Since protein engineering is my field of study, for the benefit of the /. crowd (and my karma) I'll fill in the gaping holes left in the New Scientist article, and give you a little more background on the Nature paper. Because the writeup on /. is a perfect example of "scientific telephone": a semi-interesting result gets written up into a paper, which once it's been through several layers of editors suddenly seems like a major breakthrough.
The Nature paper isn't a breakthrough. It's not even really a major advance. Scientists in my field have been creating artificial proteins for five to ten years now. And yes, even some of them designed completely from scratch (though they're really simple; nothing as complex as, say, ATP synthase) instead of just taking a known fold pattern, known as a "motif." The "WW domain" (domain, in protein parlance, is a small, independent structure within a much larger protein---think of it like a module within the kernel or Apache) is a common fold in hundreds of different proteins. Basically, they analyzed the sequences of all of these WW domains, and figured out which positions were meaningful. It's kinda like reading through some code in a programming language you don't know, and figuring out which lines are comments and which lines are actual compilable code. This group found that the number of interesting positions is small, that they could identify them just from the amino acide sequence instead of having to mess with the whole complicated 3D structure of the domain, and that if they put together a protein with the meaningful amino acids intact and the non-meaningful positions randomized, then in many cases they could still get a pretty decent protein (in terms of structural similarity to the "natural" protein) out of it. Most of the paper is devoted to showing via various methods that they did get a pretty decent protein.

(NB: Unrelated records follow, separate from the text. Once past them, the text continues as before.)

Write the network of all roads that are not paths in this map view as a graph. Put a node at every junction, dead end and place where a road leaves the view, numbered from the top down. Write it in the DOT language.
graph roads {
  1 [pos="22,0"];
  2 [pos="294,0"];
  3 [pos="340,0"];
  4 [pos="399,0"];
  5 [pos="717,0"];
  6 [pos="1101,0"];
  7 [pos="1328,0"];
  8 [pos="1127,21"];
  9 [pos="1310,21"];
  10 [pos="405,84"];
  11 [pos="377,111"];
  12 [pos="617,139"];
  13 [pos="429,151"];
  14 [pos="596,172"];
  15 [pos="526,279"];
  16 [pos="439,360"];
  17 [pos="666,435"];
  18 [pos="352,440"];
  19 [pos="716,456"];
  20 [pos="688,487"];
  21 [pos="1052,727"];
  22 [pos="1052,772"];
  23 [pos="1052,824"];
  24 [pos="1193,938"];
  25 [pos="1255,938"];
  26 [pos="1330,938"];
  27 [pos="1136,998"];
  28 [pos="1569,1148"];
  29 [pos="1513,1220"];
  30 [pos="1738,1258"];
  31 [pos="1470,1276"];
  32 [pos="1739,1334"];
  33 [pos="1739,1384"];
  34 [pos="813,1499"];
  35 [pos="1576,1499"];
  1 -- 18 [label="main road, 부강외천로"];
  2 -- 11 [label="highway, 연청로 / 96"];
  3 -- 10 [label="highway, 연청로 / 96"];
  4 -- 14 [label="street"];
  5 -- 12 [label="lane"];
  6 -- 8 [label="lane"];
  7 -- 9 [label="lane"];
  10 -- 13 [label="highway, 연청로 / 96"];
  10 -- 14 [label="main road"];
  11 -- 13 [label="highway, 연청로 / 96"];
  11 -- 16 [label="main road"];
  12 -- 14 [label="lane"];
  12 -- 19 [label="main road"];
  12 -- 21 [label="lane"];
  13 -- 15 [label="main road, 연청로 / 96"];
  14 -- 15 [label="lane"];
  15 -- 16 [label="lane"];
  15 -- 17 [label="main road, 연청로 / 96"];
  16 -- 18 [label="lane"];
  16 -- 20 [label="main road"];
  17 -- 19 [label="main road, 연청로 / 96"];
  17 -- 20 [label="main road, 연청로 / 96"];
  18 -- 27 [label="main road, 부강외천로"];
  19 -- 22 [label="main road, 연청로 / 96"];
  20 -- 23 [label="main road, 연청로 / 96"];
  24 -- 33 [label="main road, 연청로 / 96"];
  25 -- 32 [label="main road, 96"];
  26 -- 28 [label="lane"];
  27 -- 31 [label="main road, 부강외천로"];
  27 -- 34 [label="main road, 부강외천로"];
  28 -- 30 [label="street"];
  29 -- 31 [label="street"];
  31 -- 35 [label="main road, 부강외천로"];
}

So what does this mean for me, assuming that this paper is absolutely correct (which I admit is a little hard for me to determine with one quick reading, given that I'm just a first-year grad student)? It means that the number of meaningful amino acids in a protein (at least in terms of overall structure) is pretty low, and that they can be identified without knowing what the full 3D structure is. This is good, because for a lot of proteins, the 3D structure is difficult to get. However, they picked an easy target: a small domain where there are over 100 unique sequences known. We'll see how well this method holds up with longer domains and fewer unique sequences. The S/N ratio won't be nearly as good.